他说这番话时,把自己摆到了主位,仿佛他才是叶澜的老公一样。
顾夜白理都没理他,抬头看向叶澜,问,“老婆,这是谁啊,你认识吗?”
顾夜白说话时带着几分单纯稚气的语调,俞越听了在心里无声冷笑,这男人怕是腿残了,脑袋也傻了,还怎么能够配得上叶澜。
“我是小澜的学长,俞越。”没等叶澜回答,俞越先一步开口,他居高临下的俯视着轮椅上空有一身皮的男人。

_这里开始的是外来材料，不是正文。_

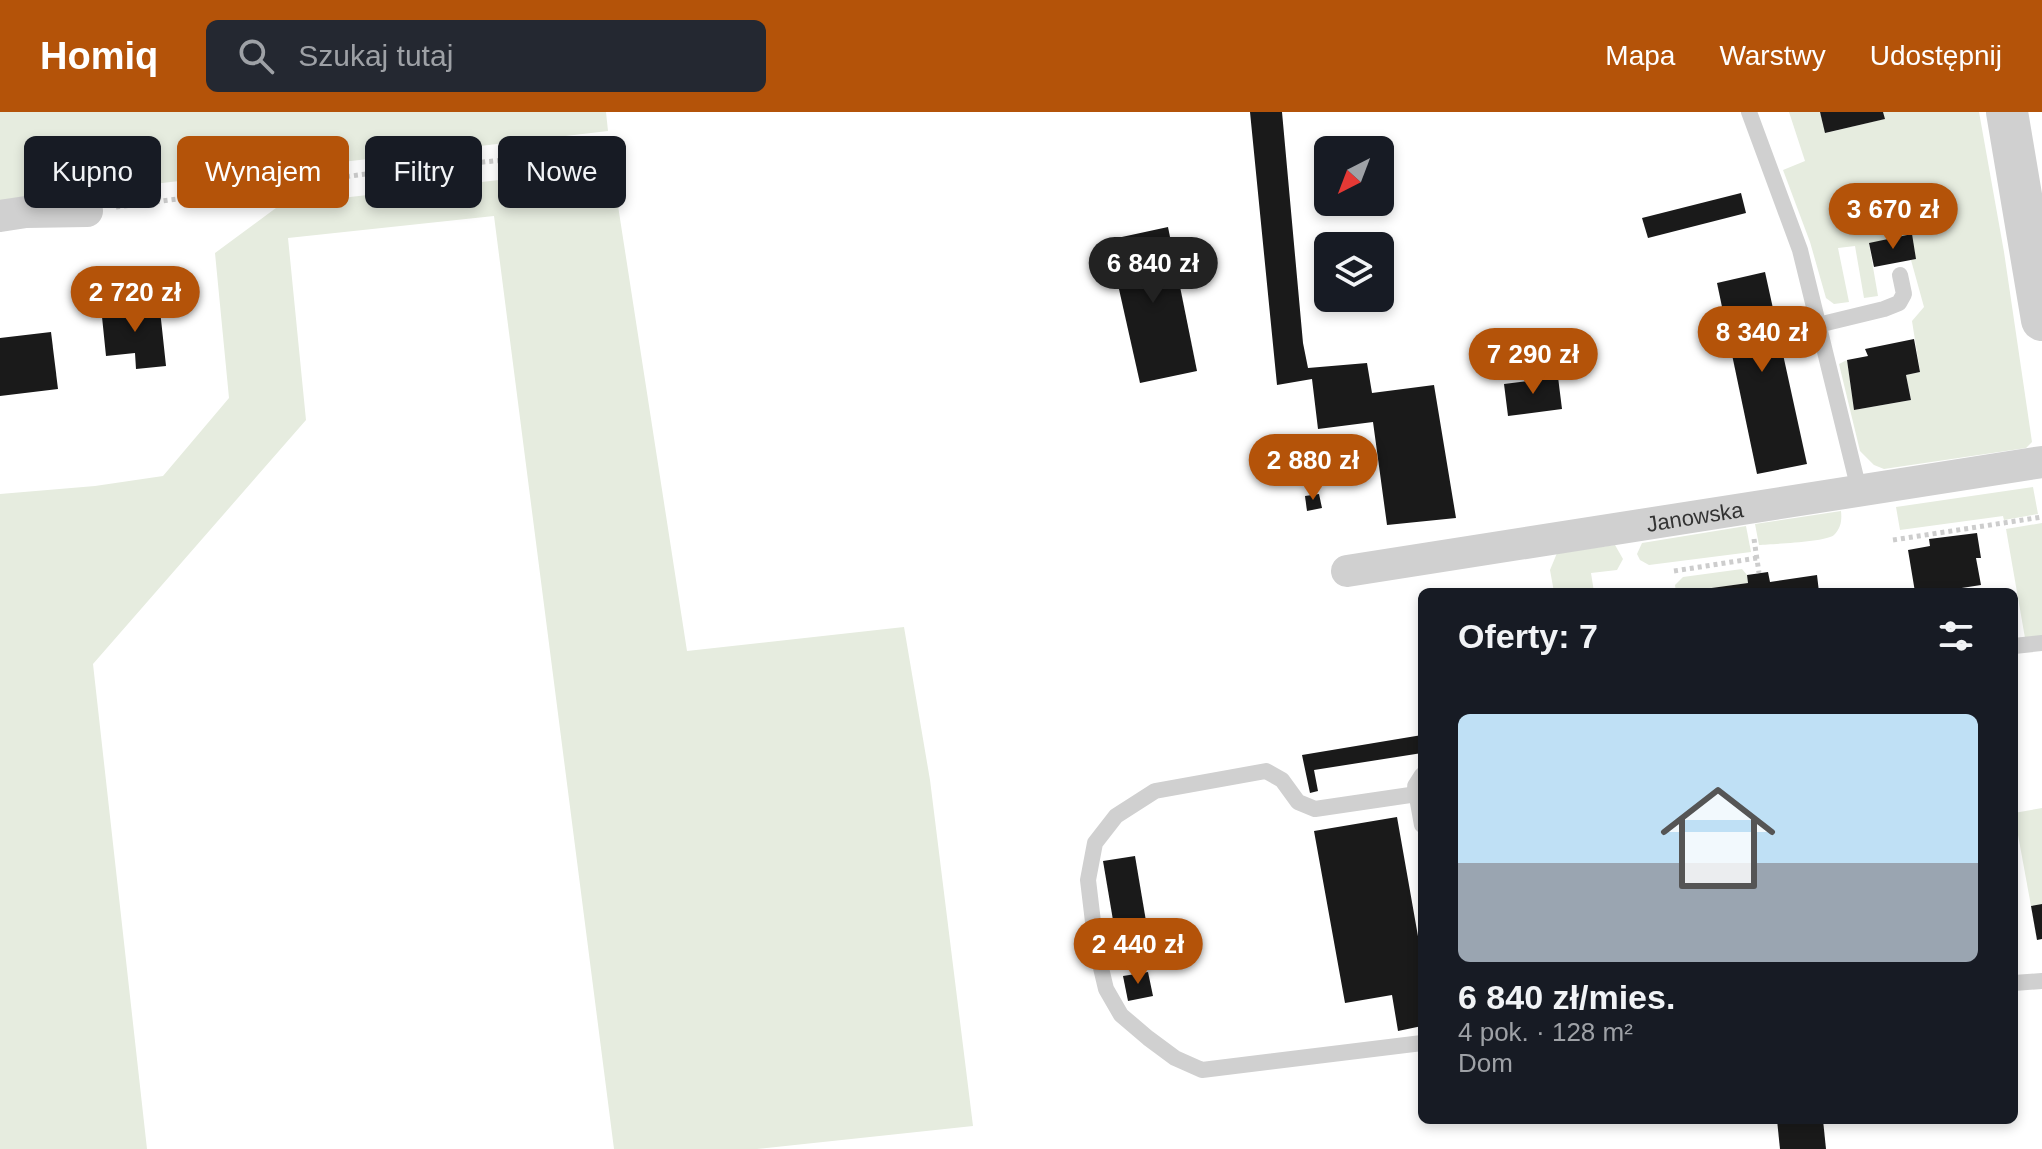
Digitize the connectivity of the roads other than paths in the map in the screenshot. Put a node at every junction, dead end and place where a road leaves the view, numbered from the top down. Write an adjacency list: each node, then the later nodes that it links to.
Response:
1 (1749, 112): 7 (lane)
2 (2007, 112): 6 (street)
3 (87, 211): 4 (street)
4 (0, 216)
5 (1900, 275): 7 (lane)
6 (2042, 320)
7 (1818, 325): 9 (lane)
8 (2042, 462): 9 (street, Janowska)
9 (1859, 490): 10 (street, Janowska)
10 (1347, 571)
11 (2042, 643): 12 (lane)
12 (2018, 646)
13 (1418, 781): 14 (lane)
14 (1417, 794): 15 (lane); 18 (lane)
15 (1418, 800)
16 (2018, 980): 17 (lane)
17 (2042, 981)
18 (1418, 1043)

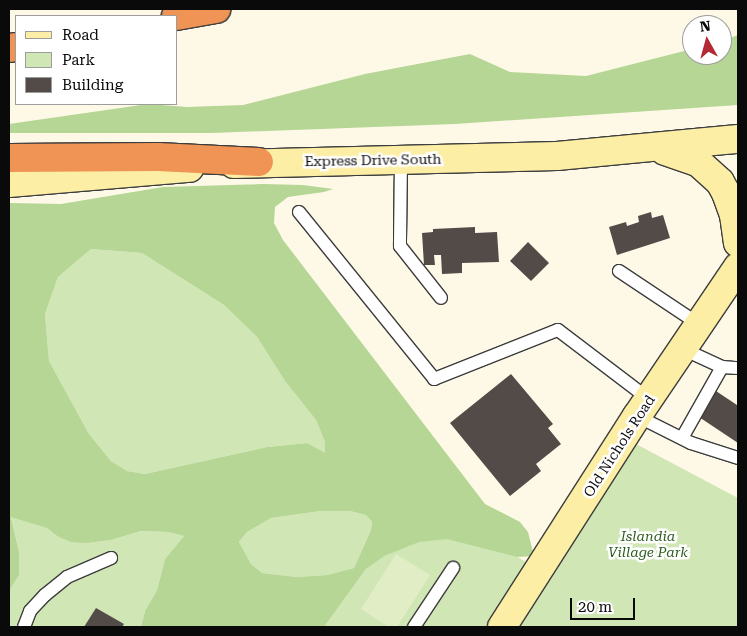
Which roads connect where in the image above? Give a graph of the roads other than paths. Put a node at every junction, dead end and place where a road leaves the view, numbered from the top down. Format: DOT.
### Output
graph roads {
  1 [pos="216,9"];
  2 [pos="178,16"];
  3 [pos="738,139"];
  4 [pos="656,148"];
  5 [pos="9,158"];
  6 [pos="400,159"];
  7 [pos="259,162"];
  8 [pos="9,183"];
  9 [pos="299,212"];
  10 [pos="738,243"];
  11 [pos="738,266"];
  12 [pos="619,271"];
  13 [pos="442,298"];
  14 [pos="700,325"];
  15 [pos="683,348"];
  16 [pos="722,367"];
  17 [pos="738,368"];
  18 [pos="643,407"];
  19 [pos="682,438"];
  20 [pos="738,458"];
  21 [pos="111,558"];
  22 [pos="453,568"];
  23 [pos="24,627"];
  24 [pos="414,627"];
  25 [pos="502,627"];
  1 -- 2 [label="highway"];
  3 -- 4 [label="main road, Express Drive South"];
  4 -- 6 [label="main road, Express Drive South"];
  4 -- 10 [label="main road"];
  5 -- 7 [label="highway"];
  6 -- 7 [label="main road, Express Drive South"];
  6 -- 13 [label="lane"];
  7 -- 8 [label="main road, Express Drive South"];
  9 -- 18 [label="lane"];
  11 -- 14 [label="main road, Old Nichols Road"];
  12 -- 14 [label="lane"];
  14 -- 15 [label="main road, Old Nichols Road"];
  15 -- 16 [label="lane"];
  15 -- 18 [label="main road, Old Nichols Road"];
  16 -- 17 [label="lane"];
  16 -- 19 [label="lane"];
  18 -- 19 [label="lane"];
  18 -- 25 [label="main road, Old Nichols Road"];
  19 -- 20 [label="lane"];
  21 -- 23 [label="lane"];
  22 -- 24 [label="lane"];
}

察觉到对方眼眸里的藐视不屑,叶澜的脸冷了又冷,琥珀色的眸子透着陌凉,“俞先生,请你叫我叶小姐。”
里面的疏离,毫不掩饰。
她居然和他撇清距离,俞越脸色阴沉,眸子里闪过一丝阴鸷。
“老婆,我怕。”顾夜白一下子抱住了身旁叶澜的大腿,他目光惊悸,脸色发白,显然是受到了惊吓。
怔了一下,叶澜瞬间知道了顾夜白的心思,她伸手抚摸着顾夜白的头发,像是在顺猫咪的毛发一样,柔声道,“乖,不要怕,不要怕。”
叶澜面无表情,一个字一个字的出声,“俞先生,请你给我老公道歉。”
“凭什么要我给他道歉,我有没对这傻子做什么?”俞越尖锐出生,一张清秀的脸庞扭曲变形。
他们所处之地并非是什么冷冷清清的街道,刚才俞越大声的吼叫已吸引了不少人的注意,待路过凑热闹的人,看见坐上轮椅上可爱的男人,一张惨白的脸颊时,同情心顿起。
“小姑娘,是不是这男的欺负你们了。”一好心阿姨不悦地看了俞越一眼,然后温柔的对叶澜说。
不用叶澜说,他们看见一直把头藏在叶澜腿后的顾夜白,怯生生地探出头,那一双水汪汪的大眼睛,让无数人为之动容。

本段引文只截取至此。